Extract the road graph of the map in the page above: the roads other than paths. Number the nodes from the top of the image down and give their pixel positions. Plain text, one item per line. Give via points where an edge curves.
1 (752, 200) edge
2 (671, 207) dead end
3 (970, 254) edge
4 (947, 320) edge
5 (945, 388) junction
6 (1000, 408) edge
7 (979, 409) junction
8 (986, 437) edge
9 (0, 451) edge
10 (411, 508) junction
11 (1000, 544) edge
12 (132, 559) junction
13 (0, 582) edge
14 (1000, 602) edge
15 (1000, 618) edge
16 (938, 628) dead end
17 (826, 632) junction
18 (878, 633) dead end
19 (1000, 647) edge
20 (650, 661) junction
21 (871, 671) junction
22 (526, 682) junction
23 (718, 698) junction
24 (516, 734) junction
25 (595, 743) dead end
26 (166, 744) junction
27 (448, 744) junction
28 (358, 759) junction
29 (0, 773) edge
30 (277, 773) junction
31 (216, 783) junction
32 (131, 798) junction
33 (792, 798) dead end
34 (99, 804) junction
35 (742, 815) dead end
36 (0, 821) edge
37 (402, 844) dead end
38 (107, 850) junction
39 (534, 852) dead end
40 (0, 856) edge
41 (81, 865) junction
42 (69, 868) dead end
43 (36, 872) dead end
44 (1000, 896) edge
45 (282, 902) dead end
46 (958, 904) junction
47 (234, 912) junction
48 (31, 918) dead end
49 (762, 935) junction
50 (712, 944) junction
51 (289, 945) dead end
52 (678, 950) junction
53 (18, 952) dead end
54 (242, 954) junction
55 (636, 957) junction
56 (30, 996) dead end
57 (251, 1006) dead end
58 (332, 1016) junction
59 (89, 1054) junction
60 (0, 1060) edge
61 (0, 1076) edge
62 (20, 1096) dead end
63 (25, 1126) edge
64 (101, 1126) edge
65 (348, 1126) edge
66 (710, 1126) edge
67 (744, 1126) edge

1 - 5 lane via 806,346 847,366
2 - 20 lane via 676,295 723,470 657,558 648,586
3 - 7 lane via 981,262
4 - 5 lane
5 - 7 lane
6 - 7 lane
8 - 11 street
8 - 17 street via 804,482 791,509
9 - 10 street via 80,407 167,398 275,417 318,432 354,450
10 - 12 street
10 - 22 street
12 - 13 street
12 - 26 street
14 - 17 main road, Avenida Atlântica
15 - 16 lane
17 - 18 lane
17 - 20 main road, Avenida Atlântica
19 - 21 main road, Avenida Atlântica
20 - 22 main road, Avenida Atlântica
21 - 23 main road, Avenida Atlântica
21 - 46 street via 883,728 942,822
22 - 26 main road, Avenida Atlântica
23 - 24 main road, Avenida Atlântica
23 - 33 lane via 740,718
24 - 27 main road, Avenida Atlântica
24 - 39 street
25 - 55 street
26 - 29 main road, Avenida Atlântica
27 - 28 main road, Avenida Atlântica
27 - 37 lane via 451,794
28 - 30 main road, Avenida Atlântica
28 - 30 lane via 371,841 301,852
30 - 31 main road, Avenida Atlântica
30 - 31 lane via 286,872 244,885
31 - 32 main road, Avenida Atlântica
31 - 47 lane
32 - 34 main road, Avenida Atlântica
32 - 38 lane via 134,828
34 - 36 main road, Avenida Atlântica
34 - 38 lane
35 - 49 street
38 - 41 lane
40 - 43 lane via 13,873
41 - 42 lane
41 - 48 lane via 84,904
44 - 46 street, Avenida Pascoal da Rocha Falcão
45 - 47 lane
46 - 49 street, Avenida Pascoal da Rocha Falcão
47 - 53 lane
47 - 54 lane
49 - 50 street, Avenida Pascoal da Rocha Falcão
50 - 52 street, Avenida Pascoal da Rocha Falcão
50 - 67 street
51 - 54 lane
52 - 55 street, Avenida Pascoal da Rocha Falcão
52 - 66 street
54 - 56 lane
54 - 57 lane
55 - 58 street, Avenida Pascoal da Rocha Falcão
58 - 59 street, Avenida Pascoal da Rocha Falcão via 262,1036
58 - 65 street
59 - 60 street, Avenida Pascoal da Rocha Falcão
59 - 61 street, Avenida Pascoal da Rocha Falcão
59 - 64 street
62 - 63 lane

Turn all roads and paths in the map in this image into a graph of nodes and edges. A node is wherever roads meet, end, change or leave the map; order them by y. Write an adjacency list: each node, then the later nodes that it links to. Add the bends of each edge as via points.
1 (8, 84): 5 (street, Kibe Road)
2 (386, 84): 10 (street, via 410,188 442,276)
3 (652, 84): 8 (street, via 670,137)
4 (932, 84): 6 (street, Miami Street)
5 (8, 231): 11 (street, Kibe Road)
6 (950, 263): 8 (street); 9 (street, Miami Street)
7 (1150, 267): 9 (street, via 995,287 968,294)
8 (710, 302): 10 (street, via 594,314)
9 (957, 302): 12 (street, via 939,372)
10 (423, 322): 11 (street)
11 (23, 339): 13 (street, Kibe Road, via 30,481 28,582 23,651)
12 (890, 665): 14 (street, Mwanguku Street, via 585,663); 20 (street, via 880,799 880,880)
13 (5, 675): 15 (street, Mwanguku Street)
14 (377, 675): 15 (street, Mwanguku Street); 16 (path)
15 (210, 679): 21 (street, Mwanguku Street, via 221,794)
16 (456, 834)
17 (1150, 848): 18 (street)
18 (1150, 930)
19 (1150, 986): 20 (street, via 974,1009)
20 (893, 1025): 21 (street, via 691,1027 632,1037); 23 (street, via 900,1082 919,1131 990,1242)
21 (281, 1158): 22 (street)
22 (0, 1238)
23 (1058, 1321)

·····

## EXERCISE DIRECTIONS
Faithfully transcribe the whole of the data.

## EXPECTED OUTPUT
Extract the road graph of the map in the page above: the roads other than paths. Number the nodes from the top of the image down and give their pixel positions. Plain text, one item per line. Give via points where an edge curves.
1 (752, 200) edge
2 (671, 207) dead end
3 (970, 254) edge
4 (947, 320) edge
5 (945, 388) junction
6 (1000, 408) edge
7 (979, 409) junction
8 (986, 437) edge
9 (0, 451) edge
10 (411, 508) junction
11 (1000, 544) edge
12 (132, 559) junction
13 (0, 582) edge
14 (1000, 602) edge
15 (1000, 618) edge
16 (938, 628) dead end
17 (826, 632) junction
18 (878, 633) dead end
19 (1000, 647) edge
20 (650, 661) junction
21 (871, 671) junction
22 (526, 682) junction
23 (718, 698) junction
24 (516, 734) junction
25 (595, 743) dead end
26 (166, 744) junction
27 (448, 744) junction
28 (358, 759) junction
29 (0, 773) edge
30 (277, 773) junction
31 (216, 783) junction
32 (131, 798) junction
33 (792, 798) dead end
34 (99, 804) junction
35 (742, 815) dead end
36 (0, 821) edge
37 (402, 844) dead end
38 (107, 850) junction
39 (534, 852) dead end
40 (0, 856) edge
41 (81, 865) junction
42 (69, 868) dead end
43 (36, 872) dead end
44 (1000, 896) edge
45 (282, 902) dead end
46 (958, 904) junction
47 (234, 912) junction
48 (31, 918) dead end
49 (762, 935) junction
50 (712, 944) junction
51 (289, 945) dead end
52 (678, 950) junction
53 (18, 952) dead end
54 (242, 954) junction
55 (636, 957) junction
56 (30, 996) dead end
57 (251, 1006) dead end
58 (332, 1016) junction
59 (89, 1054) junction
60 (0, 1060) edge
61 (0, 1076) edge
62 (20, 1096) dead end
63 (25, 1126) edge
64 (101, 1126) edge
65 (348, 1126) edge
66 (710, 1126) edge
67 (744, 1126) edge

1 - 5 lane via 806,346 847,366
2 - 20 lane via 676,295 723,470 657,558 648,586
3 - 7 lane via 981,262
4 - 5 lane
5 - 7 lane
6 - 7 lane
8 - 11 street
8 - 17 street via 804,482 791,509
9 - 10 street via 80,407 167,398 275,417 318,432 354,450
10 - 12 street
10 - 22 street
12 - 13 street
12 - 26 street
14 - 17 main road, Avenida Atlântica
15 - 16 lane
17 - 18 lane
17 - 20 main road, Avenida Atlântica
19 - 21 main road, Avenida Atlântica
20 - 22 main road, Avenida Atlântica
21 - 23 main road, Avenida Atlântica
21 - 46 street via 883,728 942,822
22 - 26 main road, Avenida Atlântica
23 - 24 main road, Avenida Atlântica
23 - 33 lane via 740,718
24 - 27 main road, Avenida Atlântica
24 - 39 street
25 - 55 street
26 - 29 main road, Avenida Atlântica
27 - 28 main road, Avenida Atlântica
27 - 37 lane via 451,794
28 - 30 main road, Avenida Atlântica
28 - 30 lane via 371,841 301,852
30 - 31 main road, Avenida Atlântica
30 - 31 lane via 286,872 244,885
31 - 32 main road, Avenida Atlântica
31 - 47 lane
32 - 34 main road, Avenida Atlântica
32 - 38 lane via 134,828
34 - 36 main road, Avenida Atlântica
34 - 38 lane
35 - 49 street
38 - 41 lane
40 - 43 lane via 13,873
41 - 42 lane
41 - 48 lane via 84,904
44 - 46 street, Avenida Pascoal da Rocha Falcão
45 - 47 lane
46 - 49 street, Avenida Pascoal da Rocha Falcão
47 - 53 lane
47 - 54 lane
49 - 50 street, Avenida Pascoal da Rocha Falcão
50 - 52 street, Avenida Pascoal da Rocha Falcão
50 - 67 street
51 - 54 lane
52 - 55 street, Avenida Pascoal da Rocha Falcão
52 - 66 street
54 - 56 lane
54 - 57 lane
55 - 58 street, Avenida Pascoal da Rocha Falcão
58 - 59 street, Avenida Pascoal da Rocha Falcão via 262,1036
58 - 65 street
59 - 60 street, Avenida Pascoal da Rocha Falcão
59 - 61 street, Avenida Pascoal da Rocha Falcão
59 - 64 street
62 - 63 lane

Turn all roads and paths in the map in this image into a graph of nodes and edges. A node is wherever roads meet, end, change or leave the map; order them by y. Write an adjacency list: each node, then the later nodes that it links to. Add the bends of each edge as via points.
1 (8, 84): 5 (street, Kibe Road)
2 (386, 84): 10 (street, via 410,188 442,276)
3 (652, 84): 8 (street, via 670,137)
4 (932, 84): 6 (street, Miami Street)
5 (8, 231): 11 (street, Kibe Road)
6 (950, 263): 8 (street); 9 (street, Miami Street)
7 (1150, 267): 9 (street, via 995,287 968,294)
8 (710, 302): 10 (street, via 594,314)
9 (957, 302): 12 (street, via 939,372)
10 (423, 322): 11 (street)
11 (23, 339): 13 (street, Kibe Road, via 30,481 28,582 23,651)
12 (890, 665): 14 (street, Mwanguku Street, via 585,663); 20 (street, via 880,799 880,880)
13 (5, 675): 15 (street, Mwanguku Street)
14 (377, 675): 15 (street, Mwanguku Street); 16 (path)
15 (210, 679): 21 (street, Mwanguku Street, via 221,794)
16 (456, 834)
17 (1150, 848): 18 (street)
18 (1150, 930)
19 (1150, 986): 20 (street, via 974,1009)
20 (893, 1025): 21 (street, via 691,1027 632,1037); 23 (street, via 900,1082 919,1131 990,1242)
21 (281, 1158): 22 (street)
22 (0, 1238)
23 (1058, 1321)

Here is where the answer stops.